Exercise objective: Could you transcribe each entry below exactly, minus the images?

╔══

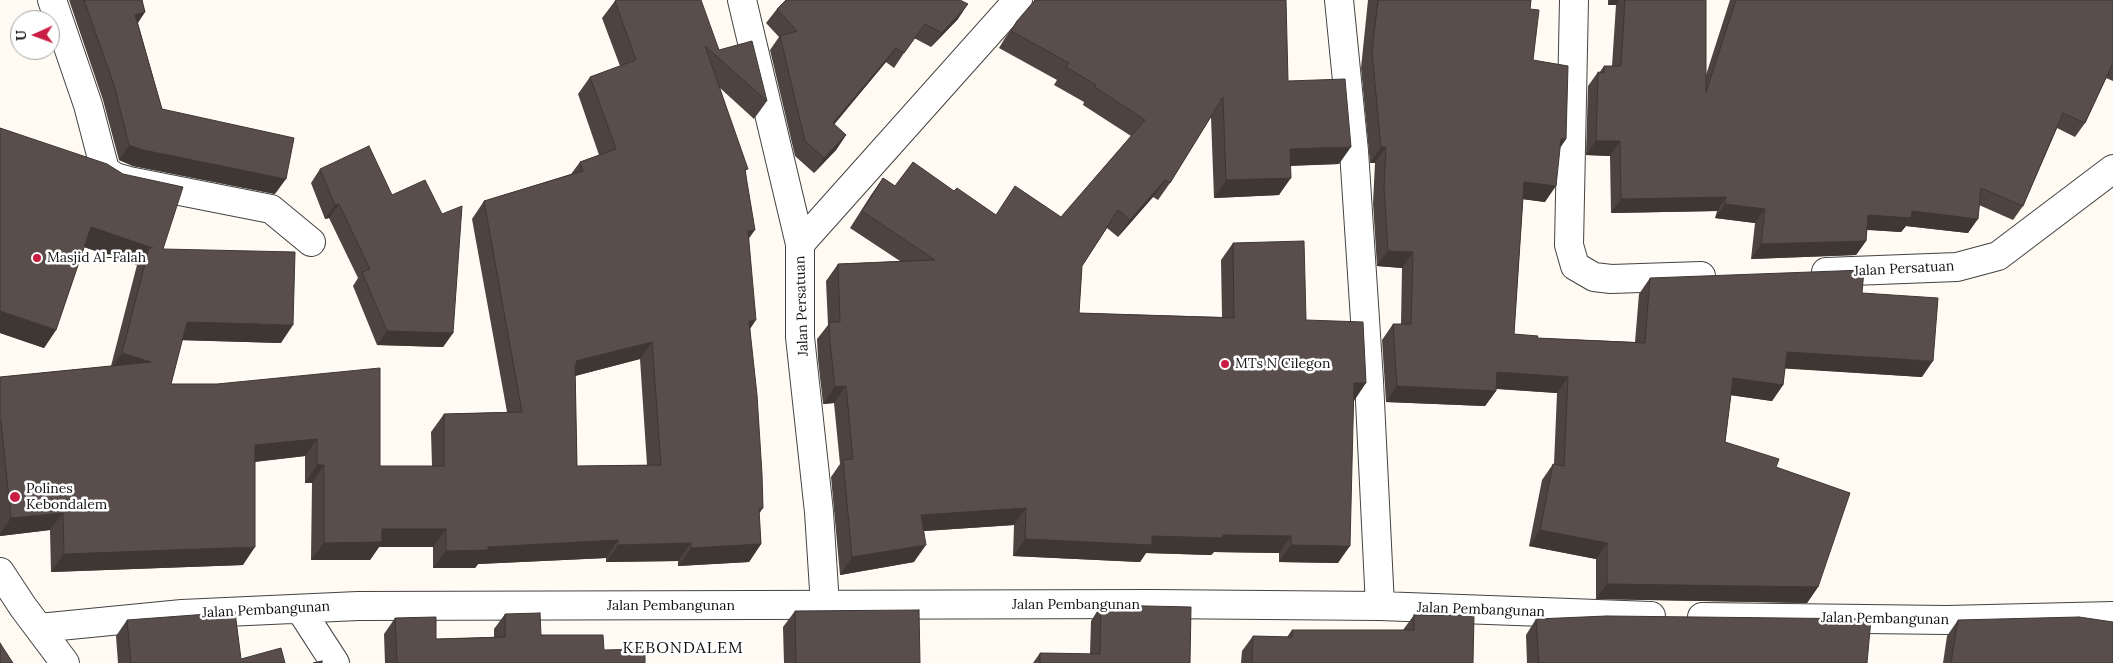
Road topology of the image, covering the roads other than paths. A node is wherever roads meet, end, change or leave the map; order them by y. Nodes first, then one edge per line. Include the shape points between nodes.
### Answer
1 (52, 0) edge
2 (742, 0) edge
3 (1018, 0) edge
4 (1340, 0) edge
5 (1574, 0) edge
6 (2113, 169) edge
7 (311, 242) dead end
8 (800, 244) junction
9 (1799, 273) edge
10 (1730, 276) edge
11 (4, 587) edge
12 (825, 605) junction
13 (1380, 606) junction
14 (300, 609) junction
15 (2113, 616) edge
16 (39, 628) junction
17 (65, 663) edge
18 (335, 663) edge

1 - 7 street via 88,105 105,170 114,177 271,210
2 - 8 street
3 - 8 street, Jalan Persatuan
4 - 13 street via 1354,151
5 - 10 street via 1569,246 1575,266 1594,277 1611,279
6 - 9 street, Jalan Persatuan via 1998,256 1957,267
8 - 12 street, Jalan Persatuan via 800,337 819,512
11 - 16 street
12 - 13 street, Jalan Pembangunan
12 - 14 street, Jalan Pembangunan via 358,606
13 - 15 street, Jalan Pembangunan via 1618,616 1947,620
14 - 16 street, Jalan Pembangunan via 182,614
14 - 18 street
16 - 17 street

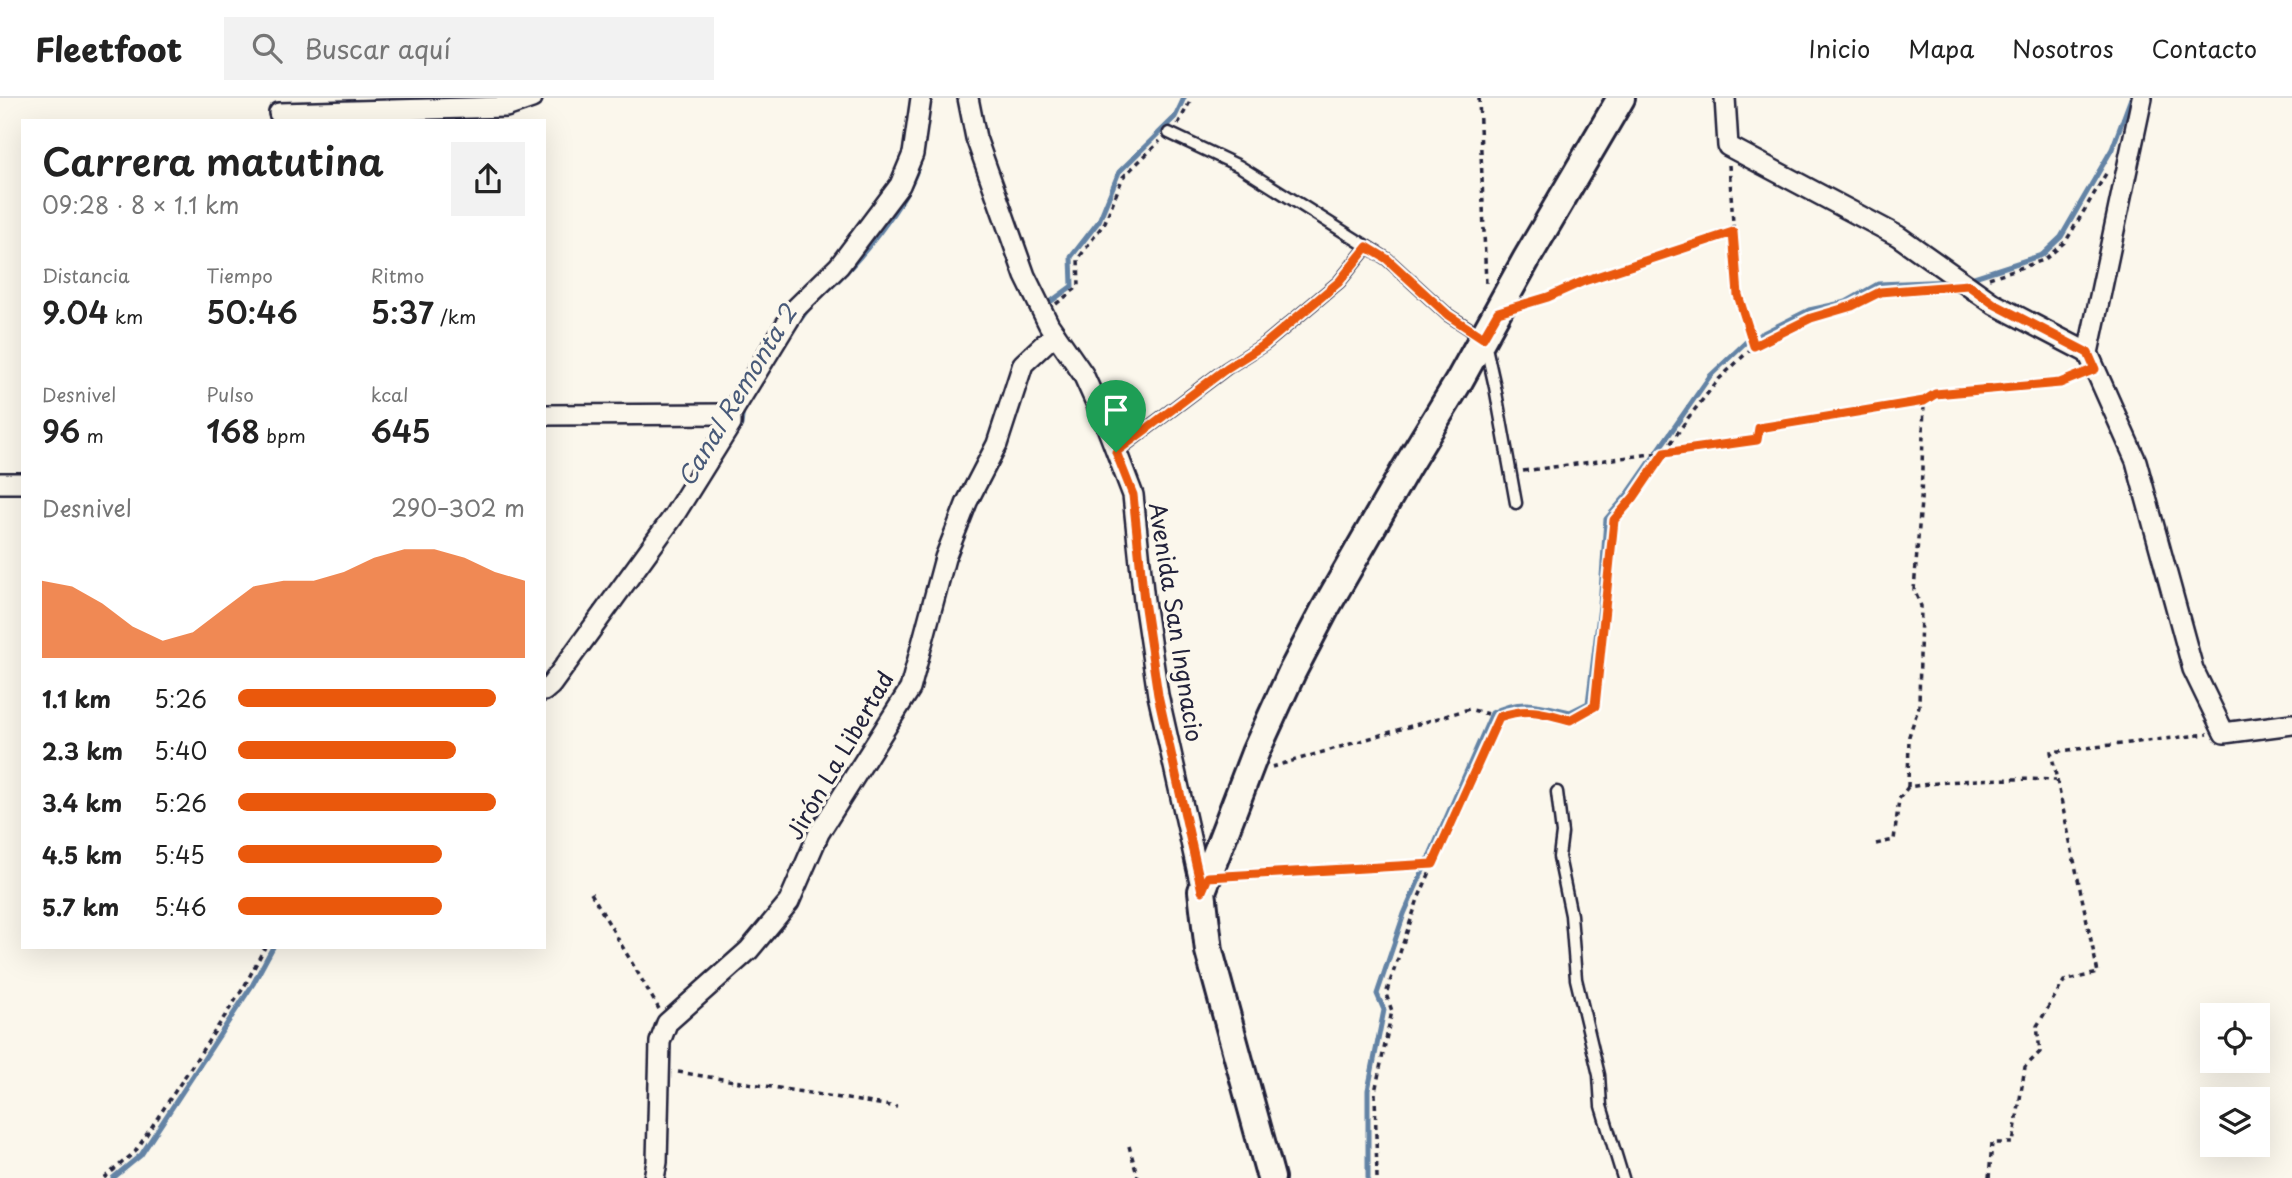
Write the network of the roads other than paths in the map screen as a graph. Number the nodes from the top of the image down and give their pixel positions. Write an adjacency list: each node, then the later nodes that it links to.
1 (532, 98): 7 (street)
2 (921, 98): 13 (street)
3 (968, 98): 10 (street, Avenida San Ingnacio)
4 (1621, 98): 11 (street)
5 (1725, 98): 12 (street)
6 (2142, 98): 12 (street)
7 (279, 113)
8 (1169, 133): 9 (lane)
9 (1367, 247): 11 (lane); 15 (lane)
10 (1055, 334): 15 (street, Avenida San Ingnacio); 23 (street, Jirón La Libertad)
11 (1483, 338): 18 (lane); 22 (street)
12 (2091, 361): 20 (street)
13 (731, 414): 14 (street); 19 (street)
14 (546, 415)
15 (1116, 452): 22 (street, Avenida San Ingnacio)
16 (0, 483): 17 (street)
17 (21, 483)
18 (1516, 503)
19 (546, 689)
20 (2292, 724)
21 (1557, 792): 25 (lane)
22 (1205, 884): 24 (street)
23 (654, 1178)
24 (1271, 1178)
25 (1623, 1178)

╚══

Finished exercise:
Road topology of the image, covering the roads other than paths. A node is wherever roads meet, end, change or leave the map; order them by y. Nodes first, then one edge per line. Include the shape points between nodes.
### Answer
1 (52, 0) edge
2 (742, 0) edge
3 (1018, 0) edge
4 (1340, 0) edge
5 (1574, 0) edge
6 (2113, 169) edge
7 (311, 242) dead end
8 (800, 244) junction
9 (1799, 273) edge
10 (1730, 276) edge
11 (4, 587) edge
12 (825, 605) junction
13 (1380, 606) junction
14 (300, 609) junction
15 (2113, 616) edge
16 (39, 628) junction
17 (65, 663) edge
18 (335, 663) edge

1 - 7 street via 88,105 105,170 114,177 271,210
2 - 8 street
3 - 8 street, Jalan Persatuan
4 - 13 street via 1354,151
5 - 10 street via 1569,246 1575,266 1594,277 1611,279
6 - 9 street, Jalan Persatuan via 1998,256 1957,267
8 - 12 street, Jalan Persatuan via 800,337 819,512
11 - 16 street
12 - 13 street, Jalan Pembangunan
12 - 14 street, Jalan Pembangunan via 358,606
13 - 15 street, Jalan Pembangunan via 1618,616 1947,620
14 - 16 street, Jalan Pembangunan via 182,614
14 - 18 street
16 - 17 street

Write the network of the roads other than paths in the map screen as a graph. Number the nodes from the top of the image down and give their pixel positions. Write an adjacency list: each node, then the later nodes that it links to.
1 (532, 98): 7 (street)
2 (921, 98): 13 (street)
3 (968, 98): 10 (street, Avenida San Ingnacio)
4 (1621, 98): 11 (street)
5 (1725, 98): 12 (street)
6 (2142, 98): 12 (street)
7 (279, 113)
8 (1169, 133): 9 (lane)
9 (1367, 247): 11 (lane); 15 (lane)
10 (1055, 334): 15 (street, Avenida San Ingnacio); 23 (street, Jirón La Libertad)
11 (1483, 338): 18 (lane); 22 (street)
12 (2091, 361): 20 (street)
13 (731, 414): 14 (street); 19 (street)
14 (546, 415)
15 (1116, 452): 22 (street, Avenida San Ingnacio)
16 (0, 483): 17 (street)
17 (21, 483)
18 (1516, 503)
19 (546, 689)
20 (2292, 724)
21 (1557, 792): 25 (lane)
22 (1205, 884): 24 (street)
23 (654, 1178)
24 (1271, 1178)
25 (1623, 1178)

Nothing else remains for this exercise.